Acknowledging the risk of sounding like one of those internet trolls, fixing their thick-framed glasses with a single greasy finger before launching into an online tirade – I hate to say it, but that definition is wrong. Or… is it? The history of the compax naming scheme is quite confusing. Let’s delve deeper into it.

Where the -compax suffix actually comes from

bicompax
Image courtesy of Analog:Shift

It’s the late 1930s, signified by the Great Depression, the end of Prohibition while Fred Astaire and Ginger Rogers graced the silver screen. At the same time, Universal Genève’s rising popularity is thanks to their Compur and Compax chronograph watches. Indeed, the Compax was released in 1936 in its Aero Compax variant, before many other followed, named after the complications they included. Two of the variations were the Uni-Compax and the Tri-Compax.

bicompax
Image courtesy of Analog:Shift

Certainly among the more famous UG models is the Nina Rindt, produced some 30 years after the introduction of the first Compax, with a short, three-year production run between 1964 and 1967. You’ll notice, however, that this chronograph has three sub-dials.

Image courtesy of Analog:Shift

Much like the Compax, the Uni-Compax also features a single complication, though it only features two sub-dials. This would suggest that this should be a Bi-Compax, and herein lies the answer to the headline. The Compax name refers to the complications of the watch, rather than the number of sub-dials. Both the Compax and Uni-Compax have a single complication – the chronograph.

Image courtesy of Wind Vintage

This becomes more apparent when we look at other variations, such as this wonderful UG Clapton. Sporting a moonphase, calendar and chronograph functions, its complications are split across four sub-dials, yet it’s called the Tri-Compax.

Where it gets really interesting

bicompax

Look back at the incredible history of Universal Genève, and you won’t find the Bi-Compax name anywhere. In fact, there aren’t many watches at all that use the Bi-Compax name correctly – or at least, as Universal Genève intended it. The above example of the Carl F. Bucherer Heritage Bicompax Annual features a chronograph and annual calendar complications, and is thus worthy of its name. Bucherer could’ve even named it the Tricompax, as some would consider the big date an additional complication.

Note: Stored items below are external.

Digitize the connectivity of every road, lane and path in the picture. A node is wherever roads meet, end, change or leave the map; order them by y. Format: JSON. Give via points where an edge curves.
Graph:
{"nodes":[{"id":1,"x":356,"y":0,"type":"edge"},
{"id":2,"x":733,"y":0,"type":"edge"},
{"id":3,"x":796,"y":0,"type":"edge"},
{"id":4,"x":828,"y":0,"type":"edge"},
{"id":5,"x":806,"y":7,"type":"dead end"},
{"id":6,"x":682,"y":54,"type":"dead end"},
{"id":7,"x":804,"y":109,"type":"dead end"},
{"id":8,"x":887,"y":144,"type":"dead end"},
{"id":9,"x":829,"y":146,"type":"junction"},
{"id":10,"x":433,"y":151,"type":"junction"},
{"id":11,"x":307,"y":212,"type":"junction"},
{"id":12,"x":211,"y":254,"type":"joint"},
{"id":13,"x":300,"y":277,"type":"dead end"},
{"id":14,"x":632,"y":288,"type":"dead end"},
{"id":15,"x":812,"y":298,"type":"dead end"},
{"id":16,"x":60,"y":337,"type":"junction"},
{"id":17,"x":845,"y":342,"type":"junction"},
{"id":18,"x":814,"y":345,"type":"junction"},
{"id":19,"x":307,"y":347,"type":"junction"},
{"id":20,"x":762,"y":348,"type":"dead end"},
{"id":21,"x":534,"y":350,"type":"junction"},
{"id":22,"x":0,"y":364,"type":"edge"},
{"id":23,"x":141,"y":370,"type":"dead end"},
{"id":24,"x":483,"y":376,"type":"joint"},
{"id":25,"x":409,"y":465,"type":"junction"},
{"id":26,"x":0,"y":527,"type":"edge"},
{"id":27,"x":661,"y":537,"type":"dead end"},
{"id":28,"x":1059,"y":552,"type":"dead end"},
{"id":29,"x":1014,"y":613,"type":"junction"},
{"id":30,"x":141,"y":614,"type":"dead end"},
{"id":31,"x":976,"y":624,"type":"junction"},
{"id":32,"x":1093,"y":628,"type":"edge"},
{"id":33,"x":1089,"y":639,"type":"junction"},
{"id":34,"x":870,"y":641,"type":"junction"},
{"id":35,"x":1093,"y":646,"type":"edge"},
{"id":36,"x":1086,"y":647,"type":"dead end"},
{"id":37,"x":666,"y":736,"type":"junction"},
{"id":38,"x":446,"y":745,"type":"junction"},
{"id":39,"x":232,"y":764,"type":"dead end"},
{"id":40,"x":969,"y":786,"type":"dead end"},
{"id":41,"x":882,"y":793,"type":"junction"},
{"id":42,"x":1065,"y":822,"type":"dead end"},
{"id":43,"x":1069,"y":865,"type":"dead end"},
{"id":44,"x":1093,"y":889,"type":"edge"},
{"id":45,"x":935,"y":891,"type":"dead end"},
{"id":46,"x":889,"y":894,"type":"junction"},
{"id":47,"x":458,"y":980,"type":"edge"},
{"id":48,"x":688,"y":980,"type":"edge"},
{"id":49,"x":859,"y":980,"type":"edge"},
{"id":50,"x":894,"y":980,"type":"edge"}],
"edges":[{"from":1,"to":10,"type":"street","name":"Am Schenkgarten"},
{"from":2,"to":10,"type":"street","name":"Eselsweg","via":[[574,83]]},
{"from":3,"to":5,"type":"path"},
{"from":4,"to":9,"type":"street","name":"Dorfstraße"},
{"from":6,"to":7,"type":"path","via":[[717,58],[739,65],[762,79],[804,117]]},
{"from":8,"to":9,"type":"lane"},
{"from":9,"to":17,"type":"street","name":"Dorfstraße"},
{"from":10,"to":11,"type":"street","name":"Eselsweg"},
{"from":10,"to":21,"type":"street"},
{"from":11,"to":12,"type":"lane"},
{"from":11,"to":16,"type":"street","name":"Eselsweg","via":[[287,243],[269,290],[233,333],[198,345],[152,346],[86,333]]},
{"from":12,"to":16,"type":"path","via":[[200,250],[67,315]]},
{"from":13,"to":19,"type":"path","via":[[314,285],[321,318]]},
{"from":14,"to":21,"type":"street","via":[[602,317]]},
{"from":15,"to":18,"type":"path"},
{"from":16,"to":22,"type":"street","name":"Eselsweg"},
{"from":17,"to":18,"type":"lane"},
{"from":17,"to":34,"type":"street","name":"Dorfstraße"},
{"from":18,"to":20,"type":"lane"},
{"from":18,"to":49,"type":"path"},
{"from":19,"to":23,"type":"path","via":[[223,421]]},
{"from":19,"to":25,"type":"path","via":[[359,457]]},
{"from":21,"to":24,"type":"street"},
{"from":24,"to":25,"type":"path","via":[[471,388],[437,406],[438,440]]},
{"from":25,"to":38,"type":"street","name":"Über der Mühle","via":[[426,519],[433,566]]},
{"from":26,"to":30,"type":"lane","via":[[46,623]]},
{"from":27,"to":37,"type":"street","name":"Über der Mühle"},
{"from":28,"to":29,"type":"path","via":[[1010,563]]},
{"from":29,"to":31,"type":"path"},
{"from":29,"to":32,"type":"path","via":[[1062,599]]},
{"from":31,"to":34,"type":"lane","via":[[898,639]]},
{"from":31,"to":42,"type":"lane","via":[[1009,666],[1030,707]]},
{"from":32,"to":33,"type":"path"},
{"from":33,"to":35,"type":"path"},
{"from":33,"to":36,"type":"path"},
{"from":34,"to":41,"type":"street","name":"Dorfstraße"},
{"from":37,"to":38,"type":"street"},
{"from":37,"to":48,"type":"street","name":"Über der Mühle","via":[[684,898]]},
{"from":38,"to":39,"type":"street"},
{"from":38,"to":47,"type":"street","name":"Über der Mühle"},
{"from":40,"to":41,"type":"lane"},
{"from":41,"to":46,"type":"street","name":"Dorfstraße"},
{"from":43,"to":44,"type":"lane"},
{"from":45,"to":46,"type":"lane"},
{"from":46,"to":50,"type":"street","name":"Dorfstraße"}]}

Things aren’t that simple however. Throughout history, many words have taken on different meanings, or completely changed their meaning. A word like “awful” was once synonymous with “awesome” and “literally” literally no longer means “literally”, as it’s so often being used for simple emphasis. If you don’t believe me, its definition has been changed to include “used for emphasis while not being literally true”. What I’m trying to say is, as much as some (including myself) cringe when reading about a bi-register chronograph being described as a bi-compax, that’s the meaning the word has taken on, whether we like it or not.